**Your goal:** The lines to copy are those in the records below that hold the word "paths".

***** Data supplied *****

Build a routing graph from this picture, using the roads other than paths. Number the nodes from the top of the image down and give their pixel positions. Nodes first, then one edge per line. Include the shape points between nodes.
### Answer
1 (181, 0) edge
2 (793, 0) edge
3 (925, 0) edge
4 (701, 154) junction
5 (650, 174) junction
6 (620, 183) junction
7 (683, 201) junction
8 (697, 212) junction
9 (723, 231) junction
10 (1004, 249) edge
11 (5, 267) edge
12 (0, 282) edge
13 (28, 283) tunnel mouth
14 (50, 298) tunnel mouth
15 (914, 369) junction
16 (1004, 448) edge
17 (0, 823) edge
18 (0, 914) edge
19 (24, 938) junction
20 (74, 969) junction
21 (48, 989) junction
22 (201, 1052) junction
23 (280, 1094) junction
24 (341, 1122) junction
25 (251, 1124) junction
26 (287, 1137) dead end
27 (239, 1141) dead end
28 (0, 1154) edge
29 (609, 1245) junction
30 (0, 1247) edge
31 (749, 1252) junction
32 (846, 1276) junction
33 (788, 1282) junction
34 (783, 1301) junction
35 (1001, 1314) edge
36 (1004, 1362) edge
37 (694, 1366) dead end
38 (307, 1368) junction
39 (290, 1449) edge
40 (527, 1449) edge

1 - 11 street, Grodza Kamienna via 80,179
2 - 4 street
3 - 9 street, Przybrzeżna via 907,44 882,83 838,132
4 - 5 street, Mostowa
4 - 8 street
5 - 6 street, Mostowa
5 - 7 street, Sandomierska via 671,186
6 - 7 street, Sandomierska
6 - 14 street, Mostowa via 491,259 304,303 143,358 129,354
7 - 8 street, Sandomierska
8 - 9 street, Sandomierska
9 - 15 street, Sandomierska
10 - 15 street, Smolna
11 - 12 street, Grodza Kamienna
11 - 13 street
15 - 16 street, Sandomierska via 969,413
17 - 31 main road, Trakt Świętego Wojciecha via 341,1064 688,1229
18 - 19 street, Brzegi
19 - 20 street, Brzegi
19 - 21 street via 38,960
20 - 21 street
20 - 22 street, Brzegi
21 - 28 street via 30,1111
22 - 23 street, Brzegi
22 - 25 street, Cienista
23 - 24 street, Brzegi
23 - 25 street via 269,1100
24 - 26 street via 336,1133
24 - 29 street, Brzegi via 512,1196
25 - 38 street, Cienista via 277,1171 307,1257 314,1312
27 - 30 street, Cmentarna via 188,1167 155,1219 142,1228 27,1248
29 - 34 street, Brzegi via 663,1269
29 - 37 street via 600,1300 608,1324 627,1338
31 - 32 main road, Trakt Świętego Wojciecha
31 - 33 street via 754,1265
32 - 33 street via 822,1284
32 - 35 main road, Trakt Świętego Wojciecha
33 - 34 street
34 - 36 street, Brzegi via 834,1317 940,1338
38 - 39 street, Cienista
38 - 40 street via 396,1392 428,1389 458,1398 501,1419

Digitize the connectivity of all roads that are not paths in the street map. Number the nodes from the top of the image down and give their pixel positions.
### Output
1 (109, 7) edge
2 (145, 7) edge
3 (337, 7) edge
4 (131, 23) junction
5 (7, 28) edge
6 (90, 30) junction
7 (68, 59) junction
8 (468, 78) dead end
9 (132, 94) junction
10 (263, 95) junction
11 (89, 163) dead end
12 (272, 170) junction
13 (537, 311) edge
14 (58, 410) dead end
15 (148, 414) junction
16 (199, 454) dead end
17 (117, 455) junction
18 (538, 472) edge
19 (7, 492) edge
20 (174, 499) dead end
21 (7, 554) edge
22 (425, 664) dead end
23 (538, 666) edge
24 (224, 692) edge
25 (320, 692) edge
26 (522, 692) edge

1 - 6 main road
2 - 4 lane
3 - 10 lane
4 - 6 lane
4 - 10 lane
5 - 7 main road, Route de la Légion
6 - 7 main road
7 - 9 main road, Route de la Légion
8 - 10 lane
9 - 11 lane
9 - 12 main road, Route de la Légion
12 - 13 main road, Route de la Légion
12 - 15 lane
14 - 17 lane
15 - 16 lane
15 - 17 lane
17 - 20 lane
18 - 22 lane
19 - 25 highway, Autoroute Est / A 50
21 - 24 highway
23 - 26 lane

*****

**Result:**
Build a routing graph from this picture, using the roads other than paths. Number the nodes from the top of the image down and give their pixel positions. Nodes first, then one edge per line. Include the shape points between nodes.
Digitize the connectivity of all roads that are not paths in the street map. Number the nodes from the top of the image down and give their pixel positions.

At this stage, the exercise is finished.